------ Input material ------
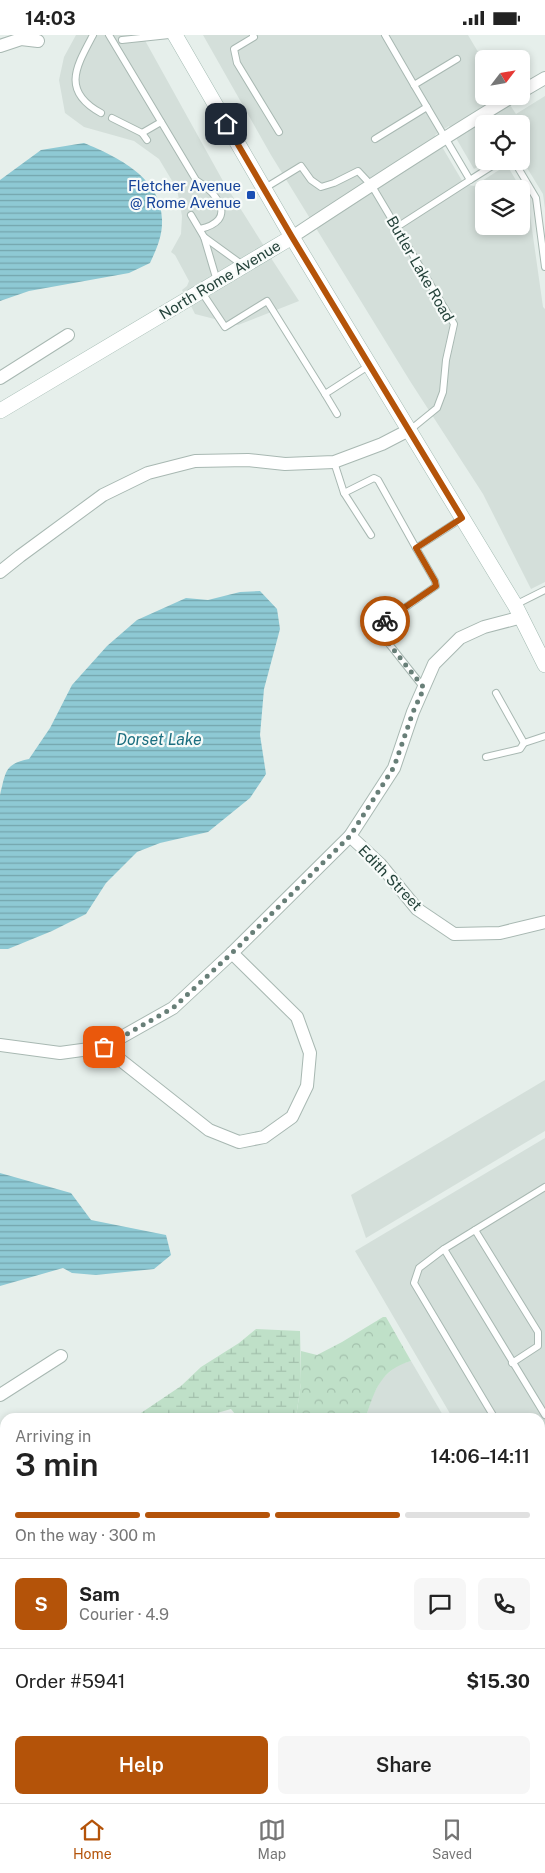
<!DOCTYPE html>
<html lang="en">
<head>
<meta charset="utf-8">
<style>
  body { margin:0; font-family:"Public Sans",sans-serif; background:#f6f6f6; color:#222; height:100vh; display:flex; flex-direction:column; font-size:19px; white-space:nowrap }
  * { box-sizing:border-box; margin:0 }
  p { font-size:16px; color:#767676 }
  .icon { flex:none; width:28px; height:28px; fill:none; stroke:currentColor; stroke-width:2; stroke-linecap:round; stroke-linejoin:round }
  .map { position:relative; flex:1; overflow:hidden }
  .panel { position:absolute; left:0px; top:1378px; width:545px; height:391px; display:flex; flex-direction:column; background:#fff; border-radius:15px 15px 0 0; box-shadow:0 2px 8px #0003 }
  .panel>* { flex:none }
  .needle { width:32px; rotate:59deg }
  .controls { position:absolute; left:475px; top:15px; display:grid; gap:10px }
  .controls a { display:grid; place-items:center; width:55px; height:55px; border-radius:8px; background:#fff; box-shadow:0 2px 8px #0003; font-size:25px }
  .pin { position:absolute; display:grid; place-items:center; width:42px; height:42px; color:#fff; margin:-21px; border-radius:10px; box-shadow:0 2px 8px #0006 }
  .courier { position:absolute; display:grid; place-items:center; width:50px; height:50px; margin:-25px; border:4px solid #b45309; border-radius:50%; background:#fff; color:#222; box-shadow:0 1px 6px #0007 }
  .headline em { font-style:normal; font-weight:600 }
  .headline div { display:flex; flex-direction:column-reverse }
  .headline { display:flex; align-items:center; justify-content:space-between; height:85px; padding:0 15px }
  h1 { font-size:32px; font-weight:600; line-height:38px }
  .bar { display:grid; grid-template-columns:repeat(4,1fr); gap:8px 5px; align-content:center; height:60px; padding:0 15px }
  .bar i { height:6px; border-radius:4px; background:#e0e0e0 }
  .bar .on { background:#b45309 }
  .bar p { grid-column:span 4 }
  .line { display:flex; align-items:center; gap:12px; padding:0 15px; border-top:1px solid #e0e0e0 }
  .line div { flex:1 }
  .round { display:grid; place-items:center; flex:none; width:52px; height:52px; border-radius:8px; background:#f6f6f6 }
  .action { display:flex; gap:10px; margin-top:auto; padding:10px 15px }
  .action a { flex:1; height:58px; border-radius:8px; background:#b45309; color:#fff; font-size:20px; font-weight:600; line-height:58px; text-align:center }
  .action a+a { background:#f6f6f6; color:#222 }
  .status { display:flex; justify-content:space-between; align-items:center; height:35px; padding:0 25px; background:#fff; direction:ltr }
  .status svg { height:14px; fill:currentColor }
  .dock { display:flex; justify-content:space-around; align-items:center; height:70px; border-top:1px solid #e0e0e0; background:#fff; font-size:14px; color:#767676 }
  .dock a { display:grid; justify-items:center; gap:2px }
  .dock .on { color:#b45309 }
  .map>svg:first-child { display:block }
  .built { fill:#d4dfda }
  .forest { fill:url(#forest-crowns) }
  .wetland { fill:url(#wetland-marsh) }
  .water { fill:url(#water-rules) }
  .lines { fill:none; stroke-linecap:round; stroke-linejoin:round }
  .lane-casing { stroke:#a8b8b2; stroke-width:8 }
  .street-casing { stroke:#a8b8b2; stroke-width:14 }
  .secondary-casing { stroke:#a4bbb3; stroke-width:16 }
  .lane { stroke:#fff; stroke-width:6 }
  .street { stroke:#fff; stroke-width:12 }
  .secondary { stroke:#fff; stroke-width:15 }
  .done { stroke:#687f78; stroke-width:5; stroke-dasharray:0 9 }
  .route { stroke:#b45309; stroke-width:6 }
  .transit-dot { fill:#1a4fb4; stroke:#f7fbf9; stroke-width:2 }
  .labels { text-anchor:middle; stroke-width:4.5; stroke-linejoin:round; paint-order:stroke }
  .transit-label { font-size:15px; fill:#164399; stroke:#f7fbf9; text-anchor:end }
  .street-label { font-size:15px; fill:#24423a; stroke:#f7fbf9 }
  .water-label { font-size:16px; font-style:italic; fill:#1c6f80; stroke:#f7fbf9 }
</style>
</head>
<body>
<div class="status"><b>14:03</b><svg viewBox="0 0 49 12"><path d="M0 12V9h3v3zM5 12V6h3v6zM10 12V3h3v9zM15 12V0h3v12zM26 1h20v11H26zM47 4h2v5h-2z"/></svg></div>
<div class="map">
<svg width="545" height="1768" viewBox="0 0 545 1768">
  <defs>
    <pattern id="forest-crowns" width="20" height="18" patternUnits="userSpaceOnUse" patternTransform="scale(1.25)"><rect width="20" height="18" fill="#bfe0c8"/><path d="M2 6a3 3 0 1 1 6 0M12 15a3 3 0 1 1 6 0" fill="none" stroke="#a4c1ad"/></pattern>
    <pattern id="wetland-marsh" width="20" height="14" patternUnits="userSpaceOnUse" patternTransform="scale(1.25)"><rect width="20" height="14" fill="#bfe0c8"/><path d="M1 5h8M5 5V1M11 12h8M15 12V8" fill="none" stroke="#a4c1ad"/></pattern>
    <pattern id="water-rules" width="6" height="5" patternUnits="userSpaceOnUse" patternTransform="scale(1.25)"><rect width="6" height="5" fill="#8ec9d4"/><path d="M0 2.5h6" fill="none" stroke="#74a5ad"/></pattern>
  </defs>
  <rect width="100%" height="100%" fill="#e6efeb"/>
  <g class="built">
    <path d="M76 0H142L223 146 264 211 184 259 182 255 187 251 189 246 175 220 171 217 181 199 182 181 177 154 159 124 134 106 84 92 65 78 59 45 64 22Z"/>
    <path d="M203 0H468L484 27V61H504L516 79 545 61V174L543 159 521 123V89H484V126H486L474 134 449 91 435 100 464 149 474 151 507 130 521 154H484V191H521V155L528 166 543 272 545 274V547L531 554 483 459 410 346 271 120Z"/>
    <path d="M271 223 299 266 238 290 195 279 191 271Z"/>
    <path d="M545 1045V1096L366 1203 351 1160Z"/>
    <path d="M545 1103V1542L540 1533V1382H452L355 1216Z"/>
    <path d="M411 1326 444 1382H366L372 1362 381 1345 397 1330Z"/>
  </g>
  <g class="forest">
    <path d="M383 1282H386L411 1326C381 1335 375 1354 366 1382H296L301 1348V1316L317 1320 342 1307Z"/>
    <path d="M545 1629V1768H480L478 1764H540V1633Z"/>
    <path d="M282 1764H365L364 1768H285Z"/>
  </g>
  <g class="wetland">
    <path d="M256 1294 300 1296 301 1348 296 1382H235V1379L231 1374 203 1382H142L138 1380 181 1351 201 1332 239 1308Z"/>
    <path d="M365 1764H478L480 1768H364Z"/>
  </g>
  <g class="water">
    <path d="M84 108C118 122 164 144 162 188 162 202 156 215 150 228L129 238 29 256 0 266V145L41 115Z"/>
    <path d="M260 556 277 574 280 594 264 654 260 700 266 739 250 763 208 797 160 808 137 817 106 848 86 879 52 896 8 914H0V760C6 737 4 729 29 724L50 693 72 650 107 611 137 585 186 563 208 565 240 557Z"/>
    <path d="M0 1138 71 1158 91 1185 166 1200 171 1220 154 1234 96 1240 72 1238 63 1233 0 1251Z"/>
    <path d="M63 1764H158L152 1768H62Z"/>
  </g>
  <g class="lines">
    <g class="lane-casing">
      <g id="lane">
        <path d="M93 0C76 32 61 56 101 78"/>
        <path d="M109 0 196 145C218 159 238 185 200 194"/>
        <path d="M253 0 254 2 234 14 237 28 279 97"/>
        <path d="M385 0 414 50"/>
        <path d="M122 5 169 0"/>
        <path d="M457 24 414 50 470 145 500 126"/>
        <path d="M112 83 142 98 161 87"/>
        <path d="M142 98 147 105"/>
        <path d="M375 104 427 72"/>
        <path d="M514 126 536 163 545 232"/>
        <path d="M265 153 301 131 311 145 321 152 334 148 358 136 372 151 454 289 446 325 443 357 437 373 410 395"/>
        <path d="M191 180 204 202 217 246"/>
        <path d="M397 192 470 145"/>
        <path d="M204 202 244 231"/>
        <path d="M201 256 225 292 267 266 325 359 370 330"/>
        <path d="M325 359 337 379"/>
        <path d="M334 427 344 458 371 500"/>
        <path d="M344 458 374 443 378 445 416 513"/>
        <path d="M515 570 545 555"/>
        <path d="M424 653 378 595 377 592 436 551 435 546 416 513 461 484"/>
        <path d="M496 658 524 708 545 701"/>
        <path d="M486 722 520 714 524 708"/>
        <path d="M475 1195 538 1297V1311L512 1328"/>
        <path d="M444 1214 545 1380"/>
        <path d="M494 1382 414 1248 419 1233 444 1214 545 1152"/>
        <path d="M540 1457 545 1458"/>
      </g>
    </g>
    <g class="street-casing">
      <g id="street">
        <path d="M0 11 21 4 38 6"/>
        <path d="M521 57 545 43"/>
        <path d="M292 202C365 154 438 106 513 61"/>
        <path d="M0 343 68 300"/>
        <path d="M0 537 20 521 103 460 148 438 195 426 248 425 285 429 334 427 382 409 409 395"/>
        <path d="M350 801 380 829 417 874 454 899 500 898 545 887"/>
        <path d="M0 1010 60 1018 104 1012 173 973 232 918 350 801 394 733 413 677 434 629 460 603 484 592 522 582"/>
        <path d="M104 1012 209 1095 239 1107 264 1102 292 1082 307 1051 310 1018 297 982 232 918"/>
        <path d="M0 1360 61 1321"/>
      </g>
    </g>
    <g class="secondary-casing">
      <g id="secondary">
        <path d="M175 0 292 202 515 570 545 630"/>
        <path d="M0 376 292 202"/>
      </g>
    </g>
    <use href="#lane" class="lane"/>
    <use href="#street" class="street"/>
    <use href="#secondary" class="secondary"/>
  </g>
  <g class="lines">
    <path class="done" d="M104 1012 173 973 232 918 350 801 394 732 413 677 424 653 378 595V592L385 586"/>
    <path class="route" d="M226 89 292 202 462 483 416 513 435 546 436 551 385 586"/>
  </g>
  <rect class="transit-dot" x="246" y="155" width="10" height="10" rx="2.5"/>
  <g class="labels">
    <g class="transit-label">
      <text x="241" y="156">Fletcher Avenue<tspan x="241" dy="17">@ Rome Avenue</tspan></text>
    </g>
    <g class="street-label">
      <text transform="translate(420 234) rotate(60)" y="5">Butler Lake Road</text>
      <text transform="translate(220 245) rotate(-31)" y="5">North Rome Avenue</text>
      <text transform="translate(390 843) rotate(46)" y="5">Edith Street</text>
    </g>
    <g class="water-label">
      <text x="159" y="710">Dorset Lake</text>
    </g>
  </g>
</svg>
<div class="controls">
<a><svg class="needle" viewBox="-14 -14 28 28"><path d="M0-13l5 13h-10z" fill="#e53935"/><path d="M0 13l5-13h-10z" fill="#767676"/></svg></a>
<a><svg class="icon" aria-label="locate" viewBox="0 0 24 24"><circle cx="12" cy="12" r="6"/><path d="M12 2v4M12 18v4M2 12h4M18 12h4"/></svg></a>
<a><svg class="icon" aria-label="layers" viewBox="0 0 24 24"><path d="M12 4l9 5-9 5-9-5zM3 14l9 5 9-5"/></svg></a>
</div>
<div class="pin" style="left:104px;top:1012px;background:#ea580c"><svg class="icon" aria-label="bag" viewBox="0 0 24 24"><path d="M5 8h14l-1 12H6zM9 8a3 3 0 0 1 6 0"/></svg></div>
<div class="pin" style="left:226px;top:89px;background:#1f2937"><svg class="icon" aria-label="home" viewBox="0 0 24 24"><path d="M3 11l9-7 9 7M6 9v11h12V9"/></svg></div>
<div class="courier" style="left:385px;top:586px"><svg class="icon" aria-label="bike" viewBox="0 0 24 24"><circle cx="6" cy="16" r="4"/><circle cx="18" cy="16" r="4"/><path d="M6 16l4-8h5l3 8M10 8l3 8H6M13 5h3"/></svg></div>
<section class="panel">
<div class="headline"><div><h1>3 min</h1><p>Arriving in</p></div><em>14:06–14:11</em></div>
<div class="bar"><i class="on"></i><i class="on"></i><i class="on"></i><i></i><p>On the way · 300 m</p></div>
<div class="line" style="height:90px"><b class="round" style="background:#b45309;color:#fff">S</b><div><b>Sam</b><p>Courier · 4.9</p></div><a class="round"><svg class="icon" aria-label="chat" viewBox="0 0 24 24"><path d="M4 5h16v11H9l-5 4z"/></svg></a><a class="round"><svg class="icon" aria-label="phone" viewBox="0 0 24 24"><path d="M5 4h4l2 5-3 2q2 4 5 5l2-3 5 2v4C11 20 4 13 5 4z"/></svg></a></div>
<div class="line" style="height:65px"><div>Order #5941</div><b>$15.30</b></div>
<div class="action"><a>Help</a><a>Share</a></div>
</section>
</div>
<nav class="dock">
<a class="on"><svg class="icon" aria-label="home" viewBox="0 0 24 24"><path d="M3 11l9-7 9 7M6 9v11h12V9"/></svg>Home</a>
<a><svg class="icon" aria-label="map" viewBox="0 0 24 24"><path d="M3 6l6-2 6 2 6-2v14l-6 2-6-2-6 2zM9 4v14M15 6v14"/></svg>Map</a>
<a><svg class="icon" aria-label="saved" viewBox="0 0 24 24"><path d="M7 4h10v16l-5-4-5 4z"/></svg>Saved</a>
</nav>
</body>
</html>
------
**Task statement**
Please filter the listing down to lines that include the word "controls".

**Output of the exercise**
  .controls { position:absolute; left:475px; top:15px; display:grid; gap:10px }
  .controls a { display:grid; place-items:center; width:55px; height:55px; border-radius:8px; background:#fff; box-shadow:0 2px 8px #0003; font-size:25px }
<div class="controls">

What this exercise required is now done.